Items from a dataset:
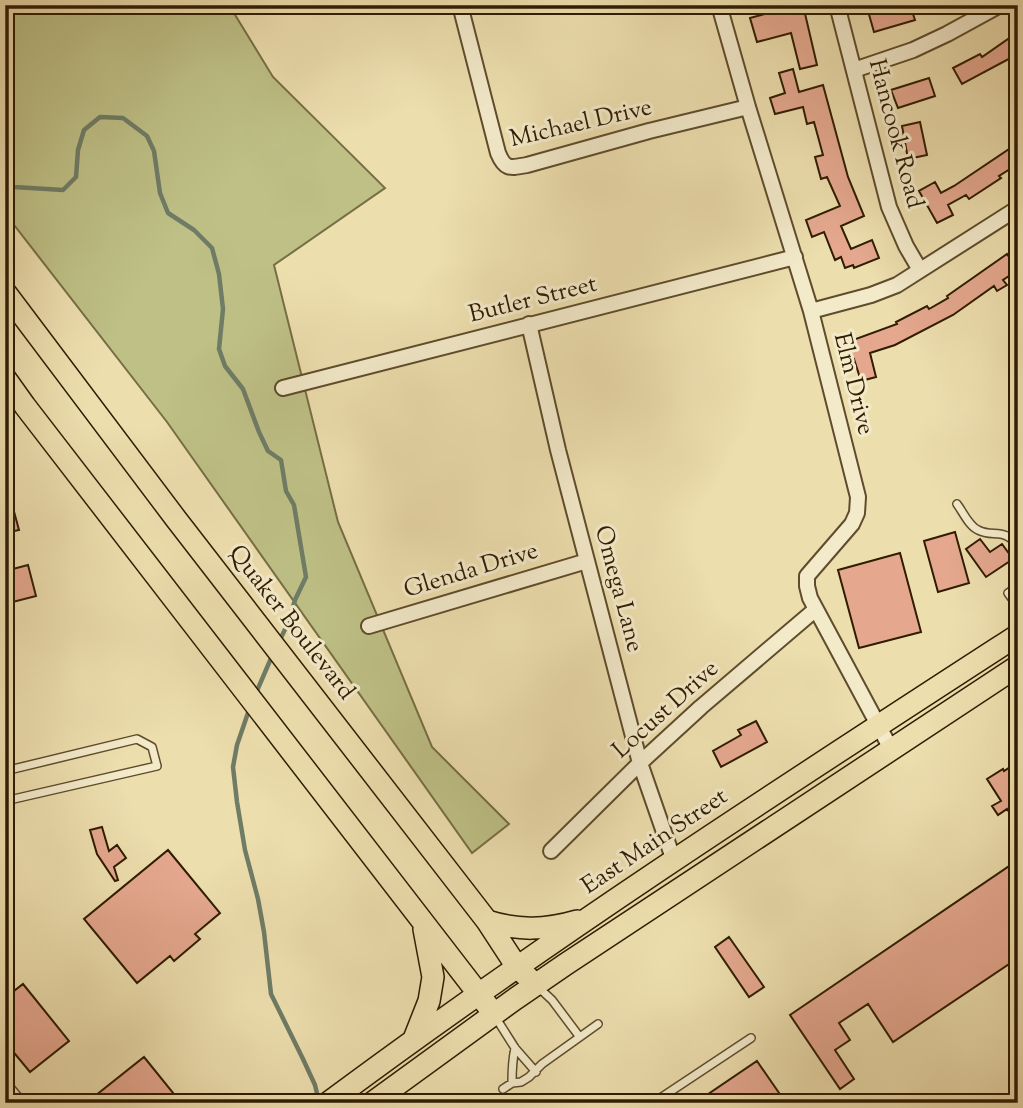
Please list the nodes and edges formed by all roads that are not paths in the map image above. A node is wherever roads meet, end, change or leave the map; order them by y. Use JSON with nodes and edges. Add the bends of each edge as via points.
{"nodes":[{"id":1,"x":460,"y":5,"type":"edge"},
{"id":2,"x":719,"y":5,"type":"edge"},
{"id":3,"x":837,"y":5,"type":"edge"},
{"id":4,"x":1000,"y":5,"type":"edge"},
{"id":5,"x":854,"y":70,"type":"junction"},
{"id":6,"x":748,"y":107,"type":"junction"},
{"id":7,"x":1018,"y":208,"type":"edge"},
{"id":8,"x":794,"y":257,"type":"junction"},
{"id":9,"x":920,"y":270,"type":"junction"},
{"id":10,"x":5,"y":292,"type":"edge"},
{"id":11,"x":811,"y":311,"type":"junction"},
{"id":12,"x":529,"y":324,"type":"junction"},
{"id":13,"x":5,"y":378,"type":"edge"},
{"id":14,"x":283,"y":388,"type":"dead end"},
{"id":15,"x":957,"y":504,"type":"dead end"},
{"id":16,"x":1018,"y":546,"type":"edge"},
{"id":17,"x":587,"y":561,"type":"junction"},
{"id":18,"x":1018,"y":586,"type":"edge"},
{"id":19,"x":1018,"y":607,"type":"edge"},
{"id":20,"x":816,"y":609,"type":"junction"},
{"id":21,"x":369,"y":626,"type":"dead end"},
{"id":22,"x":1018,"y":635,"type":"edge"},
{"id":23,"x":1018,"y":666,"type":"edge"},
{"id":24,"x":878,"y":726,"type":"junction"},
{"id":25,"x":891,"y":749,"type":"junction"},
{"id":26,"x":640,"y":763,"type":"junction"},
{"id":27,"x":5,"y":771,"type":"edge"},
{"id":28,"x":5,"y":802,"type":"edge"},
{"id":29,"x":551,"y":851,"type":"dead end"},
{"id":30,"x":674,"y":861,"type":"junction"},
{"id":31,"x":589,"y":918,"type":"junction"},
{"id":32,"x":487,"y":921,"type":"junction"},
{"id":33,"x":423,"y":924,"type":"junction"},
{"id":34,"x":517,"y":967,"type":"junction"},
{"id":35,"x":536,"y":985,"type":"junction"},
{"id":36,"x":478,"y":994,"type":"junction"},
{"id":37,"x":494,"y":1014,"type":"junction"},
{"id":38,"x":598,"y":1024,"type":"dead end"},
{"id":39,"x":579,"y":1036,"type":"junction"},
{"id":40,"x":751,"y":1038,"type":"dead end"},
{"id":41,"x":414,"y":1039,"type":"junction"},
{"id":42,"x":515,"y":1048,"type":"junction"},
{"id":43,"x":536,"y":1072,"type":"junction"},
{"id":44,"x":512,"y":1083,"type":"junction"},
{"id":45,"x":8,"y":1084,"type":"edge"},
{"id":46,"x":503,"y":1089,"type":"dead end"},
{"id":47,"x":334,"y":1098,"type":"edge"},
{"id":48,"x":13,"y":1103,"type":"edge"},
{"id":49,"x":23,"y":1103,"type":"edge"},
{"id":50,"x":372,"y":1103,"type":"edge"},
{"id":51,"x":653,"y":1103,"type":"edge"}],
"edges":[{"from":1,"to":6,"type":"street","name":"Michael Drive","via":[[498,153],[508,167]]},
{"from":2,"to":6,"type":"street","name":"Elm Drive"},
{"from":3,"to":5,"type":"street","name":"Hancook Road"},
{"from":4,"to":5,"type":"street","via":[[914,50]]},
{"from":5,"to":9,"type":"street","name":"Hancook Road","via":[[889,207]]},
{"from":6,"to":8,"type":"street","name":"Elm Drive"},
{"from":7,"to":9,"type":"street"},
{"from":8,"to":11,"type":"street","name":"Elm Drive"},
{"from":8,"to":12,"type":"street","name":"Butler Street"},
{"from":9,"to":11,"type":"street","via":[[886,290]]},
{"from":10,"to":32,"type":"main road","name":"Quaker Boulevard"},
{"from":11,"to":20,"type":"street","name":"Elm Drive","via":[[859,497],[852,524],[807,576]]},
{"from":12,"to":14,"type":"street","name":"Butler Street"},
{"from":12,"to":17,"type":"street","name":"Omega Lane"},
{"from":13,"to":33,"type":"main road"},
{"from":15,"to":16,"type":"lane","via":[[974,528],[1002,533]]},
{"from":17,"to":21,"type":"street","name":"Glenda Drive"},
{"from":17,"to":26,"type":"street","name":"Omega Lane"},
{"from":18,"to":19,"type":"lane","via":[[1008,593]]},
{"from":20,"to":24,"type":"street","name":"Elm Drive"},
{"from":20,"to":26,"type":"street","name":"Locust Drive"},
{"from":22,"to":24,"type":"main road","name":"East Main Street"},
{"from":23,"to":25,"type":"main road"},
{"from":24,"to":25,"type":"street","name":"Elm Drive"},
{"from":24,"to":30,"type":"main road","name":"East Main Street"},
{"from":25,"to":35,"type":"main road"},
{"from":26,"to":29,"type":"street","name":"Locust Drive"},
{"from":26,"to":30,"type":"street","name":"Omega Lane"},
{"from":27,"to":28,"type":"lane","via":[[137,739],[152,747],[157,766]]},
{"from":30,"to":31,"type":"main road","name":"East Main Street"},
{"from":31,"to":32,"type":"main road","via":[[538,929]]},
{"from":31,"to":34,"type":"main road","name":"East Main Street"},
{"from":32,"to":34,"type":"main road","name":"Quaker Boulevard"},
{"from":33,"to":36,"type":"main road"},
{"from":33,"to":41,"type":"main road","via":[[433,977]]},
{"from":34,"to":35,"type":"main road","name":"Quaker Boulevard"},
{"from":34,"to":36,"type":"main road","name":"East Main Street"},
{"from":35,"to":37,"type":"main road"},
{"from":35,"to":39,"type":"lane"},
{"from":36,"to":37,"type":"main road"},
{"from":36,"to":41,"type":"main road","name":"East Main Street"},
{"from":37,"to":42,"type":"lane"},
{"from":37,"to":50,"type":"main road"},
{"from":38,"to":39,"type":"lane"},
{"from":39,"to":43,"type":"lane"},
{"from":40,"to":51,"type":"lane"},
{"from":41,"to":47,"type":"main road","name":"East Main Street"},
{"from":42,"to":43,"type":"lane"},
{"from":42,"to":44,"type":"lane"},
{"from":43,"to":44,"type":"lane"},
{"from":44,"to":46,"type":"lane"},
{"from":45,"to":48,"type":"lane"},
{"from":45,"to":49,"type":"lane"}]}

Exercise aim: Return every record above exactly as written, but drop the pictures.

Task result:
Please list the nodes and edges formed by all roads that are not paths in the map image above. A node is wherever roads meet, end, change or leave the map; order them by y. Use JSON with nodes and edges. Add the bends of each edge as via points.
{"nodes":[{"id":1,"x":460,"y":5,"type":"edge"},
{"id":2,"x":719,"y":5,"type":"edge"},
{"id":3,"x":837,"y":5,"type":"edge"},
{"id":4,"x":1000,"y":5,"type":"edge"},
{"id":5,"x":854,"y":70,"type":"junction"},
{"id":6,"x":748,"y":107,"type":"junction"},
{"id":7,"x":1018,"y":208,"type":"edge"},
{"id":8,"x":794,"y":257,"type":"junction"},
{"id":9,"x":920,"y":270,"type":"junction"},
{"id":10,"x":5,"y":292,"type":"edge"},
{"id":11,"x":811,"y":311,"type":"junction"},
{"id":12,"x":529,"y":324,"type":"junction"},
{"id":13,"x":5,"y":378,"type":"edge"},
{"id":14,"x":283,"y":388,"type":"dead end"},
{"id":15,"x":957,"y":504,"type":"dead end"},
{"id":16,"x":1018,"y":546,"type":"edge"},
{"id":17,"x":587,"y":561,"type":"junction"},
{"id":18,"x":1018,"y":586,"type":"edge"},
{"id":19,"x":1018,"y":607,"type":"edge"},
{"id":20,"x":816,"y":609,"type":"junction"},
{"id":21,"x":369,"y":626,"type":"dead end"},
{"id":22,"x":1018,"y":635,"type":"edge"},
{"id":23,"x":1018,"y":666,"type":"edge"},
{"id":24,"x":878,"y":726,"type":"junction"},
{"id":25,"x":891,"y":749,"type":"junction"},
{"id":26,"x":640,"y":763,"type":"junction"},
{"id":27,"x":5,"y":771,"type":"edge"},
{"id":28,"x":5,"y":802,"type":"edge"},
{"id":29,"x":551,"y":851,"type":"dead end"},
{"id":30,"x":674,"y":861,"type":"junction"},
{"id":31,"x":589,"y":918,"type":"junction"},
{"id":32,"x":487,"y":921,"type":"junction"},
{"id":33,"x":423,"y":924,"type":"junction"},
{"id":34,"x":517,"y":967,"type":"junction"},
{"id":35,"x":536,"y":985,"type":"junction"},
{"id":36,"x":478,"y":994,"type":"junction"},
{"id":37,"x":494,"y":1014,"type":"junction"},
{"id":38,"x":598,"y":1024,"type":"dead end"},
{"id":39,"x":579,"y":1036,"type":"junction"},
{"id":40,"x":751,"y":1038,"type":"dead end"},
{"id":41,"x":414,"y":1039,"type":"junction"},
{"id":42,"x":515,"y":1048,"type":"junction"},
{"id":43,"x":536,"y":1072,"type":"junction"},
{"id":44,"x":512,"y":1083,"type":"junction"},
{"id":45,"x":8,"y":1084,"type":"edge"},
{"id":46,"x":503,"y":1089,"type":"dead end"},
{"id":47,"x":334,"y":1098,"type":"edge"},
{"id":48,"x":13,"y":1103,"type":"edge"},
{"id":49,"x":23,"y":1103,"type":"edge"},
{"id":50,"x":372,"y":1103,"type":"edge"},
{"id":51,"x":653,"y":1103,"type":"edge"}],
"edges":[{"from":1,"to":6,"type":"street","name":"Michael Drive","via":[[498,153],[508,167]]},
{"from":2,"to":6,"type":"street","name":"Elm Drive"},
{"from":3,"to":5,"type":"street","name":"Hancook Road"},
{"from":4,"to":5,"type":"street","via":[[914,50]]},
{"from":5,"to":9,"type":"street","name":"Hancook Road","via":[[889,207]]},
{"from":6,"to":8,"type":"street","name":"Elm Drive"},
{"from":7,"to":9,"type":"street"},
{"from":8,"to":11,"type":"street","name":"Elm Drive"},
{"from":8,"to":12,"type":"street","name":"Butler Street"},
{"from":9,"to":11,"type":"street","via":[[886,290]]},
{"from":10,"to":32,"type":"main road","name":"Quaker Boulevard"},
{"from":11,"to":20,"type":"street","name":"Elm Drive","via":[[859,497],[852,524],[807,576]]},
{"from":12,"to":14,"type":"street","name":"Butler Street"},
{"from":12,"to":17,"type":"street","name":"Omega Lane"},
{"from":13,"to":33,"type":"main road"},
{"from":15,"to":16,"type":"lane","via":[[974,528],[1002,533]]},
{"from":17,"to":21,"type":"street","name":"Glenda Drive"},
{"from":17,"to":26,"type":"street","name":"Omega Lane"},
{"from":18,"to":19,"type":"lane","via":[[1008,593]]},
{"from":20,"to":24,"type":"street","name":"Elm Drive"},
{"from":20,"to":26,"type":"street","name":"Locust Drive"},
{"from":22,"to":24,"type":"main road","name":"East Main Street"},
{"from":23,"to":25,"type":"main road"},
{"from":24,"to":25,"type":"street","name":"Elm Drive"},
{"from":24,"to":30,"type":"main road","name":"East Main Street"},
{"from":25,"to":35,"type":"main road"},
{"from":26,"to":29,"type":"street","name":"Locust Drive"},
{"from":26,"to":30,"type":"street","name":"Omega Lane"},
{"from":27,"to":28,"type":"lane","via":[[137,739],[152,747],[157,766]]},
{"from":30,"to":31,"type":"main road","name":"East Main Street"},
{"from":31,"to":32,"type":"main road","via":[[538,929]]},
{"from":31,"to":34,"type":"main road","name":"East Main Street"},
{"from":32,"to":34,"type":"main road","name":"Quaker Boulevard"},
{"from":33,"to":36,"type":"main road"},
{"from":33,"to":41,"type":"main road","via":[[433,977]]},
{"from":34,"to":35,"type":"main road","name":"Quaker Boulevard"},
{"from":34,"to":36,"type":"main road","name":"East Main Street"},
{"from":35,"to":37,"type":"main road"},
{"from":35,"to":39,"type":"lane"},
{"from":36,"to":37,"type":"main road"},
{"from":36,"to":41,"type":"main road","name":"East Main Street"},
{"from":37,"to":42,"type":"lane"},
{"from":37,"to":50,"type":"main road"},
{"from":38,"to":39,"type":"lane"},
{"from":39,"to":43,"type":"lane"},
{"from":40,"to":51,"type":"lane"},
{"from":41,"to":47,"type":"main road","name":"East Main Street"},
{"from":42,"to":43,"type":"lane"},
{"from":42,"to":44,"type":"lane"},
{"from":43,"to":44,"type":"lane"},
{"from":44,"to":46,"type":"lane"},
{"from":45,"to":48,"type":"lane"},
{"from":45,"to":49,"type":"lane"}]}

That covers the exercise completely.